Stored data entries

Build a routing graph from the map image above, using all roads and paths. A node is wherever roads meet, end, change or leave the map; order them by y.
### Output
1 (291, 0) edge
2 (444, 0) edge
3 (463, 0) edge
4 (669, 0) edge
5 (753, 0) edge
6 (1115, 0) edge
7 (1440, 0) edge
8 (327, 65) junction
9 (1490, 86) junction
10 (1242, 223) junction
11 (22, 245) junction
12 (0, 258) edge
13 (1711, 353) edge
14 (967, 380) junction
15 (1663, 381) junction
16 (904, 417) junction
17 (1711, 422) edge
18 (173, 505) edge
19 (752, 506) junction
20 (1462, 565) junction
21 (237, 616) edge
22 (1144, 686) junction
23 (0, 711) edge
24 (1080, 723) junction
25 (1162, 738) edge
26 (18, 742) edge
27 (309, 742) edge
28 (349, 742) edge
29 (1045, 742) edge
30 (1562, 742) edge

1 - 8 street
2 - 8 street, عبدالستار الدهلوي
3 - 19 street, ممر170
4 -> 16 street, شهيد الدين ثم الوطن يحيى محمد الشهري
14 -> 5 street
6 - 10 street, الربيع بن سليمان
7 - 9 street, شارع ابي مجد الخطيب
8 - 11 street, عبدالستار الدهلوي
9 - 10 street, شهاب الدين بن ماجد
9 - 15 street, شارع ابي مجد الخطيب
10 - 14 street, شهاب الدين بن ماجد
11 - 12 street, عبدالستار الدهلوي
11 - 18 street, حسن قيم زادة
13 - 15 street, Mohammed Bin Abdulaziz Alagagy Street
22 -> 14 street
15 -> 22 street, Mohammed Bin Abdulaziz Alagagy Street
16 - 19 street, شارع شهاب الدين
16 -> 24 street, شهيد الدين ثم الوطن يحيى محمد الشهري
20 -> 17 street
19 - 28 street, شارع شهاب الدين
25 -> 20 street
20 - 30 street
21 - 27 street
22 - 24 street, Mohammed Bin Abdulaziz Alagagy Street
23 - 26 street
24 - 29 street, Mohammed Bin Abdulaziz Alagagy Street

• [EXERCISE DETAILS]:
When you output the entries, keep every line exactly as it appears above.

• [SOLUTION]:
Build a routing graph from the map image above, using all roads and paths. A node is wherever roads meet, end, change or leave the map; order them by y.
### Output
1 (291, 0) edge
2 (444, 0) edge
3 (463, 0) edge
4 (669, 0) edge
5 (753, 0) edge
6 (1115, 0) edge
7 (1440, 0) edge
8 (327, 65) junction
9 (1490, 86) junction
10 (1242, 223) junction
11 (22, 245) junction
12 (0, 258) edge
13 (1711, 353) edge
14 (967, 380) junction
15 (1663, 381) junction
16 (904, 417) junction
17 (1711, 422) edge
18 (173, 505) edge
19 (752, 506) junction
20 (1462, 565) junction
21 (237, 616) edge
22 (1144, 686) junction
23 (0, 711) edge
24 (1080, 723) junction
25 (1162, 738) edge
26 (18, 742) edge
27 (309, 742) edge
28 (349, 742) edge
29 (1045, 742) edge
30 (1562, 742) edge

1 - 8 street
2 - 8 street, عبدالستار الدهلوي
3 - 19 street, ممر170
4 -> 16 street, شهيد الدين ثم الوطن يحيى محمد الشهري
14 -> 5 street
6 - 10 street, الربيع بن سليمان
7 - 9 street, شارع ابي مجد الخطيب
8 - 11 street, عبدالستار الدهلوي
9 - 10 street, شهاب الدين بن ماجد
9 - 15 street, شارع ابي مجد الخطيب
10 - 14 street, شهاب الدين بن ماجد
11 - 12 street, عبدالستار الدهلوي
11 - 18 street, حسن قيم زادة
13 - 15 street, Mohammed Bin Abdulaziz Alagagy Street
22 -> 14 street
15 -> 22 street, Mohammed Bin Abdulaziz Alagagy Street
16 - 19 street, شارع شهاب الدين
16 -> 24 street, شهيد الدين ثم الوطن يحيى محمد الشهري
20 -> 17 street
19 - 28 street, شارع شهاب الدين
25 -> 20 street
20 - 30 street
21 - 27 street
22 - 24 street, Mohammed Bin Abdulaziz Alagagy Street
23 - 26 street
24 - 29 street, Mohammed Bin Abdulaziz Alagagy Street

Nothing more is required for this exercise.